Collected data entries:
↓↓↓

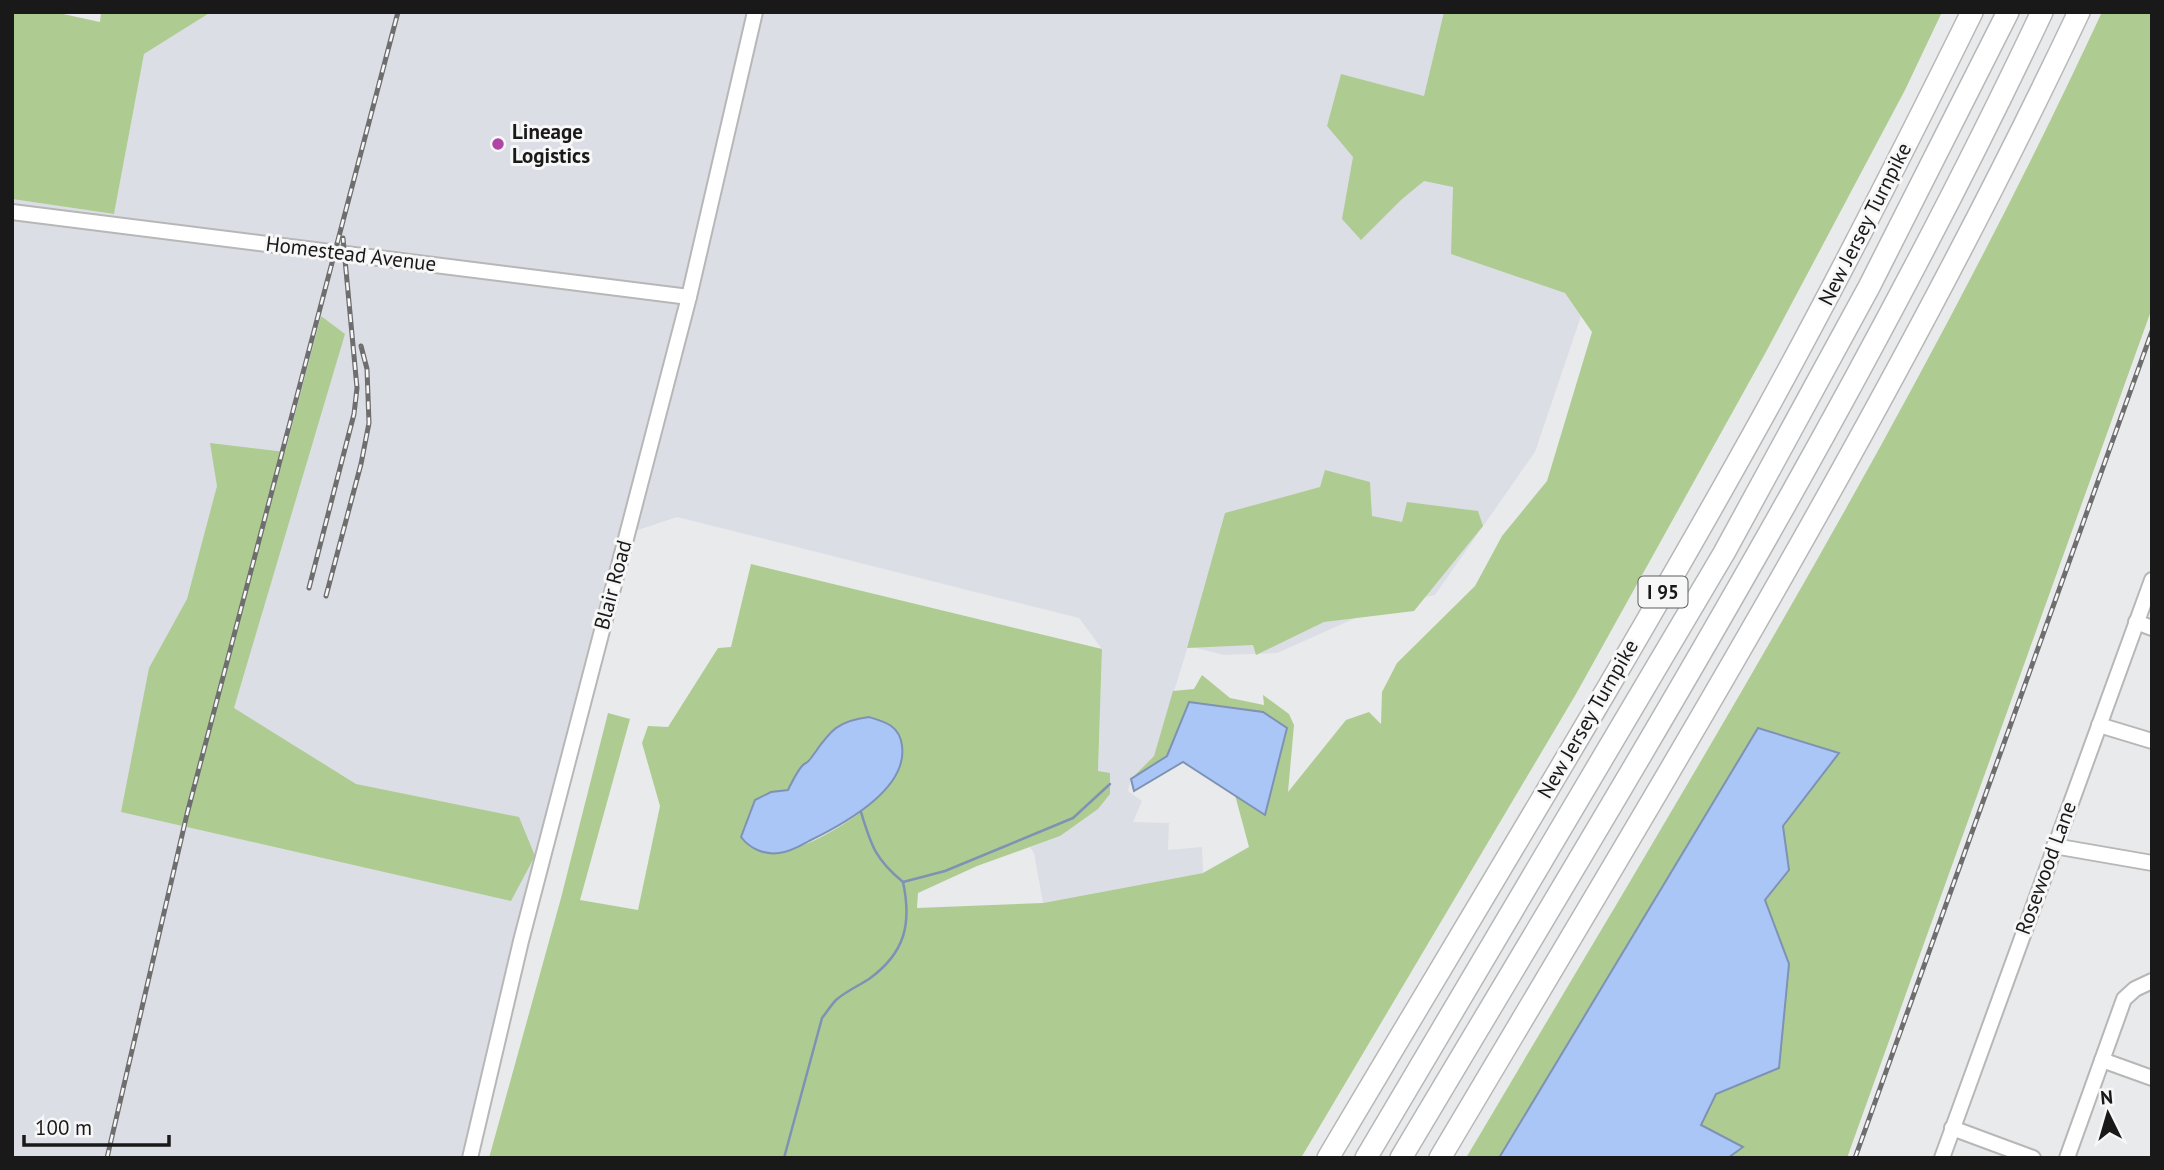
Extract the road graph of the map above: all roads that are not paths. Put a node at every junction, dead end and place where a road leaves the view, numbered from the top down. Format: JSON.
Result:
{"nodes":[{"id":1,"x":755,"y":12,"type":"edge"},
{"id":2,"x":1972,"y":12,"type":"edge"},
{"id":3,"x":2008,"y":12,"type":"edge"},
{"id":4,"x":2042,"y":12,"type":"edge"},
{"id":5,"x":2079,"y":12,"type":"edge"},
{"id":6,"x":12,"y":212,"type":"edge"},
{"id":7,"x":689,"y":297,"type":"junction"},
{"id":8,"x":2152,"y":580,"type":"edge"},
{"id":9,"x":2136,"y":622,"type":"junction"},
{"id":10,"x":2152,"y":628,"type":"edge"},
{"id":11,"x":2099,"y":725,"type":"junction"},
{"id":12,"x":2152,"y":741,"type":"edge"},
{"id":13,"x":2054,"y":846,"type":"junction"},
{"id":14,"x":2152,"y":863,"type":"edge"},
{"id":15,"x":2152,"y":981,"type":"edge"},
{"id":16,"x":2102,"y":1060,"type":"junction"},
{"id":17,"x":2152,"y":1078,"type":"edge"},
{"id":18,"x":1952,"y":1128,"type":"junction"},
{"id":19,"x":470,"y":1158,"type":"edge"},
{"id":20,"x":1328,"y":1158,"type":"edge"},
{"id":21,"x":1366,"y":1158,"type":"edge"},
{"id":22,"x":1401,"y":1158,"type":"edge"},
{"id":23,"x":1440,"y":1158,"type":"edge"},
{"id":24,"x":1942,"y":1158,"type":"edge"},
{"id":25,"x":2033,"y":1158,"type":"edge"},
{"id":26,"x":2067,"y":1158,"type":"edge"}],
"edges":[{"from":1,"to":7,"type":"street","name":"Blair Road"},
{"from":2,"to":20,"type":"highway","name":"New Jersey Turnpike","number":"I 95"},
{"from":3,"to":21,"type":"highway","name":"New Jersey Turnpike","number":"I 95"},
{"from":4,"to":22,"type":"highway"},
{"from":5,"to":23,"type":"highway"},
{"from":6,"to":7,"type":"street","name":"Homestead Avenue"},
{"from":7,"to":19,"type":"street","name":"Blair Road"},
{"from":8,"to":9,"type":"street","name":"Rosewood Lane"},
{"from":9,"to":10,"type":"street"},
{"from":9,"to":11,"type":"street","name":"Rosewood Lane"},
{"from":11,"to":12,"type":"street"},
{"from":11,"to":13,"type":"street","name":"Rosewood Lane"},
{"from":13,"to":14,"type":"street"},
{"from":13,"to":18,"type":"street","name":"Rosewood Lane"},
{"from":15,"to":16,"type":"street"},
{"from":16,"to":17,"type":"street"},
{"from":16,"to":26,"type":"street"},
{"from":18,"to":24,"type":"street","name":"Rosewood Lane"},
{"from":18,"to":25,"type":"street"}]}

↑↑↑

Task prompt
Would you return the entries verbatim, minus any images?

Response to this exercise
Extract the road graph of the map above: all roads that are not paths. Put a node at every junction, dead end and place where a road leaves the view, numbered from the top down. Format: JSON.
Result:
{"nodes":[{"id":1,"x":755,"y":12,"type":"edge"},
{"id":2,"x":1972,"y":12,"type":"edge"},
{"id":3,"x":2008,"y":12,"type":"edge"},
{"id":4,"x":2042,"y":12,"type":"edge"},
{"id":5,"x":2079,"y":12,"type":"edge"},
{"id":6,"x":12,"y":212,"type":"edge"},
{"id":7,"x":689,"y":297,"type":"junction"},
{"id":8,"x":2152,"y":580,"type":"edge"},
{"id":9,"x":2136,"y":622,"type":"junction"},
{"id":10,"x":2152,"y":628,"type":"edge"},
{"id":11,"x":2099,"y":725,"type":"junction"},
{"id":12,"x":2152,"y":741,"type":"edge"},
{"id":13,"x":2054,"y":846,"type":"junction"},
{"id":14,"x":2152,"y":863,"type":"edge"},
{"id":15,"x":2152,"y":981,"type":"edge"},
{"id":16,"x":2102,"y":1060,"type":"junction"},
{"id":17,"x":2152,"y":1078,"type":"edge"},
{"id":18,"x":1952,"y":1128,"type":"junction"},
{"id":19,"x":470,"y":1158,"type":"edge"},
{"id":20,"x":1328,"y":1158,"type":"edge"},
{"id":21,"x":1366,"y":1158,"type":"edge"},
{"id":22,"x":1401,"y":1158,"type":"edge"},
{"id":23,"x":1440,"y":1158,"type":"edge"},
{"id":24,"x":1942,"y":1158,"type":"edge"},
{"id":25,"x":2033,"y":1158,"type":"edge"},
{"id":26,"x":2067,"y":1158,"type":"edge"}],
"edges":[{"from":1,"to":7,"type":"street","name":"Blair Road"},
{"from":2,"to":20,"type":"highway","name":"New Jersey Turnpike","number":"I 95"},
{"from":3,"to":21,"type":"highway","name":"New Jersey Turnpike","number":"I 95"},
{"from":4,"to":22,"type":"highway"},
{"from":5,"to":23,"type":"highway"},
{"from":6,"to":7,"type":"street","name":"Homestead Avenue"},
{"from":7,"to":19,"type":"street","name":"Blair Road"},
{"from":8,"to":9,"type":"street","name":"Rosewood Lane"},
{"from":9,"to":10,"type":"street"},
{"from":9,"to":11,"type":"street","name":"Rosewood Lane"},
{"from":11,"to":12,"type":"street"},
{"from":11,"to":13,"type":"street","name":"Rosewood Lane"},
{"from":13,"to":14,"type":"street"},
{"from":13,"to":18,"type":"street","name":"Rosewood Lane"},
{"from":15,"to":16,"type":"street"},
{"from":16,"to":17,"type":"street"},
{"from":16,"to":26,"type":"street"},
{"from":18,"to":24,"type":"street","name":"Rosewood Lane"},
{"from":18,"to":25,"type":"street"}]}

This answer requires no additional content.